Fin dagli scorsi anni avevamo la sensazione che sulla questione dei “consulenti finanziari” come li chiamava il vecchio Regolamento, cioè i cosiddetti “indipendenti”, si stesse montando una questione spropositata, sia in termini di aspettative sia di approccio “ideologico” al tema della diffusione dell’attività di consulenza finanziaria in Italia. Non tanto perché in sé sbagliata, quanto perché inserendola nel contesto italiano ed europeo, sembrava essere abbastanza velleitaria. Il sistema italiano è notoriamente bancocentrico e pensare che la consulenza indipendente potesse scardinare questo assetto era ed è, appunto, inverosimile. Sappiamo bene quanto sia stato difficile affermare (e il cammino è ancora lungo) la figura del promotore finanziario prima e del consulente abilitato al collocamento poi, e quanto in questi ultimi tempi il sistema-banche stia adottando proprio il modello di business delle reti. Inoltre il quadro normativo europeo con le direttive Mifid – sia la prima che la seconda – ha rafforzato, in chiave dirigista, tutto ciò che riguarda gli ambiti della tutela e della trasparenza, almeno formalmente e questo si è riverberato anche sui nuovi operatori (autonomi e società), attraverso un carico di adempimenti, costi e requisiti che probabilmente hanno anche scoraggiato nuovi ingressi e su quelli che sono rimasti sul mercato in questi oggettivamente lunghi dieci anni e che oggi forse lasciano l’attività o la continuano abusivamente. Ancora, la stessa definizione di “prestazione del servizio di consulenza su base indipendente” utilizzata dal legislatore amplia la possibilità di esercitarla, a certe condizioni, anche alle banche, sim o reti attraverso i propri consulenti. Il fatto che ancora questa modalità sia poco diffusa non vuol dire che non lo sarà in futuro, perché le attuali limitazioni di predisporre due reti distinte certo non incentiva gli intermediari a costituirle separate al proprio interno.

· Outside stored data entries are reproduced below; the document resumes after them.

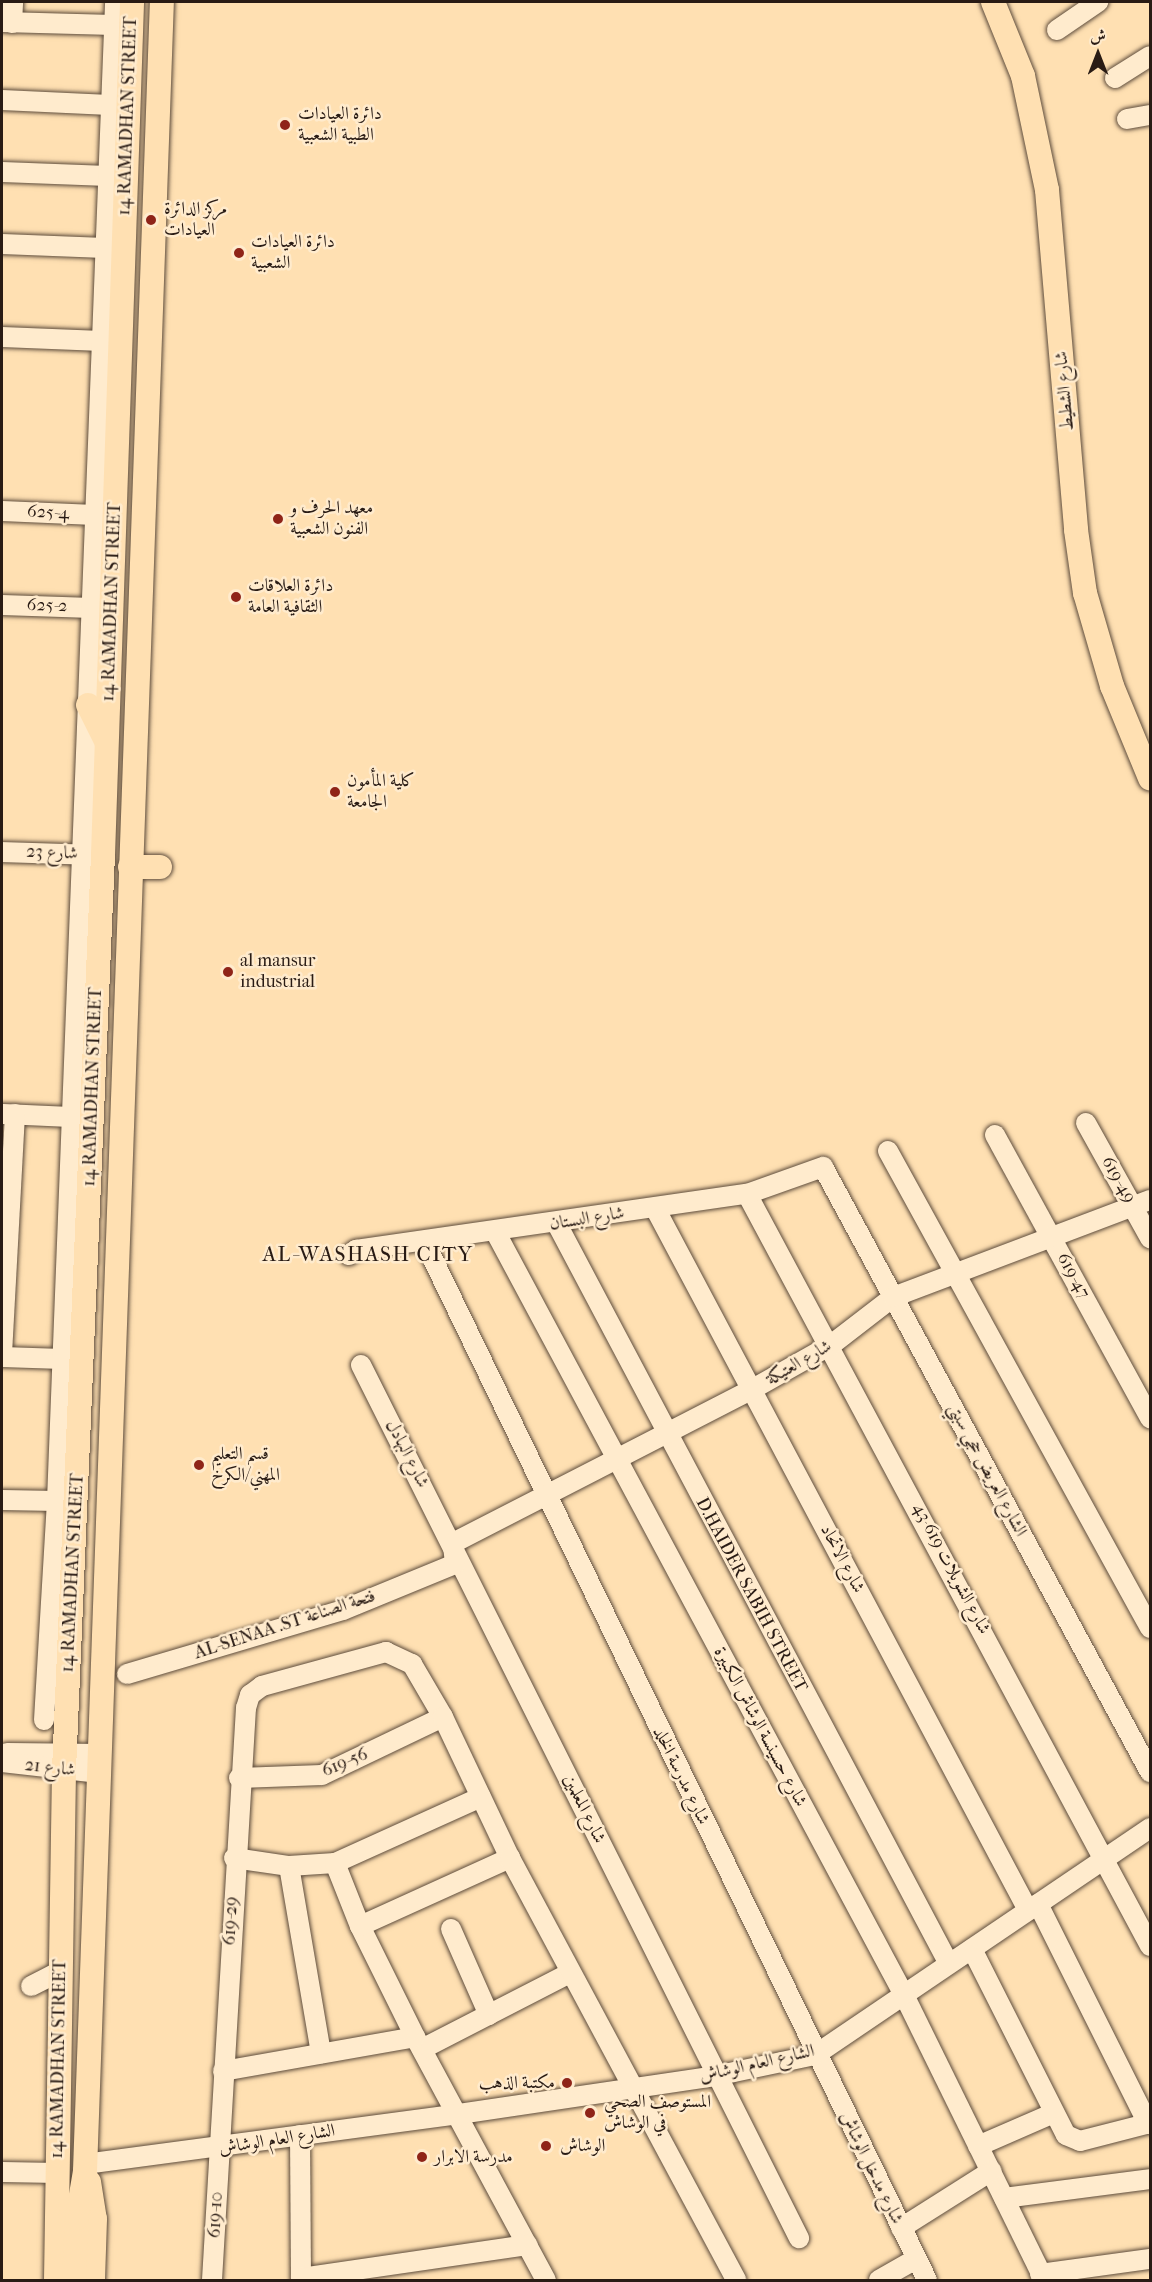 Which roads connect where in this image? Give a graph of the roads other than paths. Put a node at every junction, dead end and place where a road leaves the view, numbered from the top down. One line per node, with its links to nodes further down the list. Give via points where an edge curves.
1 (13, 2): 6 (street)
2 (162, 2): 29 (main road, 14 RAMADHAN STREET)
3 (993, 2): 26 (main road, شارع الشطيط, via 1023,76 1047,190 1077,540 1085,592 1112,686)
4 (1098, 2): 7 (street)
5 (119, 7): 6 (street); 11 (street); 25 (main road, 14 RAMADHAN STREET)
6 (7, 22)
7 (1057, 30)
8 (1150, 56): 9 (street)
9 (1115, 78)
10 (2, 100): 11 (street)
11 (110, 105): 15 (street)
12 (1150, 115): 13 (street)
13 (1127, 119)
14 (2, 172): 15 (street)
15 (108, 176): 17 (street)
16 (2, 244): 17 (street)
17 (105, 248): 19 (street)
18 (2, 337): 19 (street)
19 (102, 341): 21 (street)
20 (2, 511): 21 (street, 625-4)
21 (95, 515): 23 (street)
22 (2, 604): 23 (street, 625-2)
23 (92, 608): 24 (street)
24 (88, 705): 25 (main road); 28 (street)
25 (107, 741): 28 (main road, 14 RAMADHAN STREET)
26 (1150, 778)
27 (2, 852): 28 (street, شارع 23)
28 (93, 855): 31 (main road, 14 RAMADHAN STREET)
29 (130, 867): 30 (main road); 69 (main road, 14 RAMADHAN STREET)
30 (160, 867)
31 (87, 996): 33 (street); 61 (main road, 14 RAMADHAN STREET)
32 (8, 1114): 33 (street); 50 (street, via 2,1357)
33 (72, 1117): 50 (street)
34 (1086, 1123): 39 (street, 619-49)
35 (995, 1135): 43 (street, 619-47)
36 (888, 1151): 47 (street)
37 (823, 1167): 38 (street, شارع البستان); 48 (street, الشارع العريض حجي سبتي)
38 (747, 1194): 40 (street, شارع البستان); 49 (street, شارع الشويلات 619-43)
39 (1142, 1203): 43 (street, شارع العتيکة); 44 (street, 619-49)
40 (655, 1208): 41 (street, شارع البستان); 52 (street, شارع الاتحاد)
41 (558, 1224): 42 (street, شارع البستان); 54 (street, D.HAIDER SABIH STREET)
42 (496, 1233): 45 (street, شارع البستان); 55 (street, شارع حسينسة الوشاش الكبيرة)
43 (1051, 1236): 47 (street, شارع العتيکة); 53 (street, 619-47)
44 (1150, 1238)
45 (424, 1243): 46 (street, شارع البستان, via 356,1250); 56 (street, شارع مدرسة الخلد)
46 (349, 1255)
47 (954, 1271): 48 (street, شارع العتيکة); 62 (street)
48 (893, 1297): 49 (street, شارع العتيکة); 70 (street, الشارع العريض حجي سبتي)
49 (831, 1345): 52 (street, شارع العتيکة); 74 (street, شارع الشويلات 619-43)
50 (63, 1359): 58 (street)
51 (361, 1365): 59 (street, شارع البهادل)
52 (752, 1390): 54 (street, شارع العتيکة); 79 (street, شارع الاتحاد)
53 (1150, 1418)
54 (666, 1435): 55 (street, شارع العتيکة); 84 (street, D.HAIDER SABIH STREET)
55 (617, 1460): 56 (street, شارع العتيکة); 88 (street, شارع حسينسة الوشاش الكبيرة)
56 (548, 1496): 59 (street, شارع العتيکة); 92 (street, شارع مدرسة الخلد)
57 (2, 1500): 58 (street)
58 (57, 1501): 60 (street)
59 (453, 1543): 63 (street, AL-SENAA .ST فتحة الصناعة, via 455,1564 343,1610); 94 (street, شارع المعلمين)
60 (52, 1578): 61 (main road); 65 (street)
61 (72, 1603): 67 (main road, 14 RAMADHAN STREET)
62 (1150, 1628)
63 (127, 1674)
64 (443, 1718): 71 (street, 619-56, via 322,1775); 71 (street, 619-29, via 412,1664 386,1652 262,1686 250,1695); 72 (street)
65 (44, 1720)
66 (2, 1753): 67 (street, شارع 21)
67 (64, 1761): 68 (street, شارع 21); 69 (street, شارع 21); 85 (main road, 14 RAMADHAN STREET)
68 (2, 1762)
69 (100, 1764): 102 (main road, 14 RAMADHAN STREET)
70 (1150, 1772)
71 (239, 1778): 75 (street, 619-29)
72 (481, 1797): 76 (street); 77 (street)
73 (1150, 1828): 74 (street, الشارع العام الوشاش)
74 (1106, 1857): 79 (street, الشارع العام الوشاش); 82 (street, شارع الشويلات 619-43)
75 (234, 1858): 78 (street); 93 (street, 619-29)
76 (510, 1858): 80 (street); 86 (street)
77 (335, 1863): 78 (street); 80 (street)
78 (289, 1866): 91 (street)
79 (1033, 1907): 83 (street, الشارع العام الوشاش); 98 (street, شارع الاتحاد)
80 (360, 1926): 90 (street)
81 (451, 1929): 89 (street)
82 (1150, 1946)
83 (972, 1949): 84 (street, الشارع العام الوشاش); 96 (street)
84 (949, 1964): 88 (street, الشارع العام الوشاش)
85 (60, 1971): 87 (street); 105 (main road, 14 RAMADHAN STREET)
86 (570, 1973): 89 (street); 95 (street)
87 (31, 1986)
88 (904, 1995): 92 (street, الشارع العام الوشاش); 100 (street, شارع حسينسة الوشاش الكبيرة)
89 (489, 2015): 90 (street)
90 (419, 2043): 91 (street); 97 (street)
91 (321, 2053): 93 (street)
92 (815, 2055): 94 (street, الشارع العام الوشاش); 109 (street, شارع مدخل الوشاش)
93 (224, 2071): 101 (street, 619-29)
94 (715, 2076): 95 (street, الشارع العام الوشاش); 110 (street, شارع المعلمين)
95 (630, 2088): 97 (street, الشارع العام الوشاش); 122 (street)
96 (1054, 2113): 98 (street, via 1072,2140); 100 (street)
97 (459, 2114): 99 (street, الشارع العام الوشاش); 111 (street)
98 (1149, 2123)
99 (300, 2135): 101 (street, الشارع العام الوشاش); 115 (street)
100 (978, 2146): 103 (street, شارع حسينسة الوشاش الكبيرة)
101 (219, 2149): 102 (street, الشارع العام الوشاش); 120 (street, 619-10)
102 (85, 2168): 108 (main road, 14 RAMADHAN STREET); 119 (main road, 14 RAMADHAN STREET, via 93,2190)
103 (990, 2171): 107 (street, شارع حسينسة الوشاش الكبيرة); 109 (street)
104 (2, 2172): 105 (street)
105 (58, 2173): 108 (main road, 14 RAMADHAN STREET); 116 (main road, 14 RAMADHAN STREET, via 50,2187)
106 (1150, 2179): 107 (street)
107 (1004, 2198): 114 (street, شارع حسينسة الوشاش الكبيرة)
108 (68, 2218): 117 (main road); 118 (main road)
109 (901, 2228): 112 (street, شارع مدخل الوشاش)
110 (799, 2238)
111 (528, 2245): 115 (street); 121 (street)
112 (916, 2259): 123 (street); 124 (street, شارع مدخل الوشاش)
113 (1150, 2259): 114 (street)
114 (1042, 2277)
115 (301, 2279)
116 (42, 2280)
117 (56, 2280)
118 (74, 2280)
119 (93, 2280)
120 (212, 2280)
121 (546, 2280)
122 (736, 2280)
123 (879, 2280)
124 (927, 2280)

C’è anche una questione di sostenibilità economica da considerare, con la diminuzione dei margini che, indipendentemente dal modello utilizzato, si abbatte anche sulle prospettive di redditività di una professione svolta in autonomia, rispetto alla presenza di intermediari abilitati. Infine, a fronte dei numeri citati fa sorridere la pervicacia di certa stampa specializzata a farsi paladina degli operatori fee-only, invece di rafforzare, attraverso la valorizzazione delle best practice sul mercato, la figura, il ruolo e l’immagine del consulente finanziario abilitato al collocamento e al fuori sede come la vera novità nel campo dei prodotti e dei servizi finanziari. Ci sarebbe anche da accennare all’eccessiva enfasi posta sul tema del conflitto di interessi, mal posto, non tanto in sé come questione di principio, quanto perché ritenuto superato dalla configurazione dell’indipendenza, più formale che sostanziale. Il conflitto di interessi è già normato e va correttamente gestito nell’interesse del cliente e su questo tutta l’industria deve impegnarsi.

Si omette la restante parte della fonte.